A news account the other day by reporter Hunter Field said the Central Arkansas Veterans Healthcare System, the state’s largest branch of the federal VA health administration, doesn’t anticipate losing patients because medical marijuana is unavailable.
“For [our facilities], nothing will change other than some treatment plans may be modified by our clinicians to consider the patient’s use of medical marijuana,” Field quoted Chris Durney, a spokesman for the hospital system, as saying.
“Our providers are encouraged to maintain a positive provider-patient relationship with the ability to talk with veterans about how using medical marijuana may adversely affect any VA-specific treatment plan.”
And there, my friend, you have a classic example of bureaucratic rhetoric.
I prefer to side with the American Legion and puredee common sense. Fields writes that the country’s largest veterans service organization “adopted a resolution [last] year urging the federal government to free VA physicians to recommend medical marijuana in states where it’s legal. Veterans who support the availability of medical marijuana herald cannabis as an alternative to addictive opioids, which VA hospitals, including those in Arkansas, have worked to reduce.”
Field’s story explained that under Arkansas’ medical marijuana system, qualifying patients will receive registration cards signifying they can legally purchase the drug (if they can find a private doctor and can afford it).
Simply applying for a card costs $50, renewable annually, and that fee is subject to change. (Do they ever go down?)
Then veterans would have to purchase the drug out of pocket, which Krawitz said could cost an average user somewhere between $450 and $1,000 monthly, depending on the quality of cannabis. Really? On a VA benefits check?
But wait, there’s more! Vets also would incur the expense of locating a doctor outside the VA and establish a “physician-patient relationship” required before a VA recommendation for medical marijuana can even be made, say state regulations.
There have been several efforts in Congress in recent years to lift bans on VA doctors related to medical marijuana, and the U.S. House of Representatives and U.S. Senate passed a measure as part of their respective VA appropriations bills. However, the measure was moved to a conference panel to reconcile differences between the House and Senate versions of the bill.
Bills to reconcile the mess have been introduced in the House and Senate. That legislation would authorize VA doctors to recommend medical marijuana in states like ours. Each was referred to committees, the news account says.
Looky here, people.
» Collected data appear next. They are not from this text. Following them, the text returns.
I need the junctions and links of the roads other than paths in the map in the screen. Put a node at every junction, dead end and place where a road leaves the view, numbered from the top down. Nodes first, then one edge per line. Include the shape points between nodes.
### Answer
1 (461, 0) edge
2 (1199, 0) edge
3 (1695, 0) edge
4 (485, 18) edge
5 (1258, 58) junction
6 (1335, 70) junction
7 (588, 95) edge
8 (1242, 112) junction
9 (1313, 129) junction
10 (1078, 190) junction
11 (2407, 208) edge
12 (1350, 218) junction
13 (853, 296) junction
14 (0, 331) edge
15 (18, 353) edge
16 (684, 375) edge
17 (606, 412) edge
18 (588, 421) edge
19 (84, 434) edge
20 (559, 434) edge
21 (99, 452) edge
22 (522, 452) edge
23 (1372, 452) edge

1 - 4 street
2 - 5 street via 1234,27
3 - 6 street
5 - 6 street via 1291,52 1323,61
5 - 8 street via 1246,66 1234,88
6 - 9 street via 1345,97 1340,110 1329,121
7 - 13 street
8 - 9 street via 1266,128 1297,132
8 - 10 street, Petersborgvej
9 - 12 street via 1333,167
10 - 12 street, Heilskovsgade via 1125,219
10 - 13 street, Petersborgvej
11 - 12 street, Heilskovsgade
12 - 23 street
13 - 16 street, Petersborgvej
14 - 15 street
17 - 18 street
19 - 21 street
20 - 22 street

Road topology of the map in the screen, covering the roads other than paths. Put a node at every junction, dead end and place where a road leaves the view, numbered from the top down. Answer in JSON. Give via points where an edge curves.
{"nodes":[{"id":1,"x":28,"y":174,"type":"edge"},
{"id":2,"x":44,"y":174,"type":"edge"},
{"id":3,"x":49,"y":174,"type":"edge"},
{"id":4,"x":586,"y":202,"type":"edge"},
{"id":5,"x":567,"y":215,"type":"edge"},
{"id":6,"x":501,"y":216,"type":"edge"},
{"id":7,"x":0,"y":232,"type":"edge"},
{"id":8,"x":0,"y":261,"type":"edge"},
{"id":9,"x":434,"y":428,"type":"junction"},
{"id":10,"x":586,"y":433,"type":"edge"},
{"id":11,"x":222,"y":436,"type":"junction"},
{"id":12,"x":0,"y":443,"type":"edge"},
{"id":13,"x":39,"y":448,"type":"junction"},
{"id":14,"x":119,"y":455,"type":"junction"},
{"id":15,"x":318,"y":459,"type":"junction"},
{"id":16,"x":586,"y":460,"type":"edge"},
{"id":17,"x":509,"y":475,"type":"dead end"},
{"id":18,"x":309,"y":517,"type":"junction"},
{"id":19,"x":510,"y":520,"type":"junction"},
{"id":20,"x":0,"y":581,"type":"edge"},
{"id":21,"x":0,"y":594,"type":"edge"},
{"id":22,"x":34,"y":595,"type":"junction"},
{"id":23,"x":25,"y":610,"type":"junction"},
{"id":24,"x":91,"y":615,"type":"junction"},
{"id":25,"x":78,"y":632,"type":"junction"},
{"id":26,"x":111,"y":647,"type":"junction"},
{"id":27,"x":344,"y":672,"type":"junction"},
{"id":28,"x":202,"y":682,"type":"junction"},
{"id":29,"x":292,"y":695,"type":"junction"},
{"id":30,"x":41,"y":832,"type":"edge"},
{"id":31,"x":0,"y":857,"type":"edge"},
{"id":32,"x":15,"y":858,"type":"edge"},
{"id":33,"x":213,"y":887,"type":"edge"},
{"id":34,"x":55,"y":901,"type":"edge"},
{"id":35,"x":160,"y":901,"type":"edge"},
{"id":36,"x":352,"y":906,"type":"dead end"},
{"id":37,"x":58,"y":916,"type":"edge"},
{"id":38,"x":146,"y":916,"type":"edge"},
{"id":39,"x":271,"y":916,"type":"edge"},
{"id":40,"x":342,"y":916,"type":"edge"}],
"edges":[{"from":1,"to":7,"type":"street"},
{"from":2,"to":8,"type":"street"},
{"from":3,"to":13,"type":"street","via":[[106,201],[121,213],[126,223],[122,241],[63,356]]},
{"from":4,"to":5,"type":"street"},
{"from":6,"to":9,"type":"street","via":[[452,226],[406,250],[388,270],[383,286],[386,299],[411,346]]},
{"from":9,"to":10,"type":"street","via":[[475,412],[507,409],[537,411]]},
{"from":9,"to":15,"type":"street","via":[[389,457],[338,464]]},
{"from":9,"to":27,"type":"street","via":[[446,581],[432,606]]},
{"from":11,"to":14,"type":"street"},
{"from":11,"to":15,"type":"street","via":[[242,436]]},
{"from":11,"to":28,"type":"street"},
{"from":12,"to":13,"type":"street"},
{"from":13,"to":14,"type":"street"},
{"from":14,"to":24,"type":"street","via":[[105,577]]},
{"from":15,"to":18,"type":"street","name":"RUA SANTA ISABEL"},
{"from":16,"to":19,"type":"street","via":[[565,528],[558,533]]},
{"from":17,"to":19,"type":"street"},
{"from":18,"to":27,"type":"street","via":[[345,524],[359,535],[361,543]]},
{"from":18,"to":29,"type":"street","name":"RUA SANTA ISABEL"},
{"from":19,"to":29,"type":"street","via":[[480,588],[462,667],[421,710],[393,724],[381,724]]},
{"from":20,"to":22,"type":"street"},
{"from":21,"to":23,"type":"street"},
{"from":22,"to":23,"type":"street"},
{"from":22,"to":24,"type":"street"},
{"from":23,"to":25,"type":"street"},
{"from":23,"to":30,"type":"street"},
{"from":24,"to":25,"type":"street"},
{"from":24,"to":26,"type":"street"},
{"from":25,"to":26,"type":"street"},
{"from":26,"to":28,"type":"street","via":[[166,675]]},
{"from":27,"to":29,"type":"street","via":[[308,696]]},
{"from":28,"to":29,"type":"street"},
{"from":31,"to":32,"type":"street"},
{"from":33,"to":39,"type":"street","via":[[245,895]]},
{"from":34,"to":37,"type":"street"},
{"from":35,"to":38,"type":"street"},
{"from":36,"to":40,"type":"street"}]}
What say we, as a nation, get these needless discrepancies and obstacles quickly erased on behalf of those in need who have laid their lives on the line to serve us?
Don’t forget to regularly visit the USA Today website at tinyurl.com/ARattraction in the coming days to vote every 24 hours for our precious Buffalo National River as the state’s biggest tourism attraction because, well, it is and has been.
And, of course, we all want to remind the nation and all who come to enjoy her uniquely magnificent beauty.
A Washington Times story the other day said the House Permanent Select Committee on Intelligence has expanded its 2016 election investigation from supposed Russian interference in our election “to an end-game that focuses on federal law enforcement and how it conducted a drive to snare President Trump and his people.” The story said GOP Committee Chairman Devin Nunes of California is accusing the Justice Department and the FBI of misleading him in “a pattern of behavior that can no longer be tolerated.”
He alleges the Justice Department claimed it possessed no documents related to the much-publicized Trump dossier, then under pressure produced numerous such papers.
It gives me severe gas pains to realize that with so many honorable men and women serving our FBI and Justice Department, it takes but a handful at the top drawn into favoring one political party for the entire agency to unjustly reap the negative publicity. And, pray tell, valued readers, who investigates (and or prosecutes) the Justice Department if it cannot be relied upon for objective law enforcement? Itself?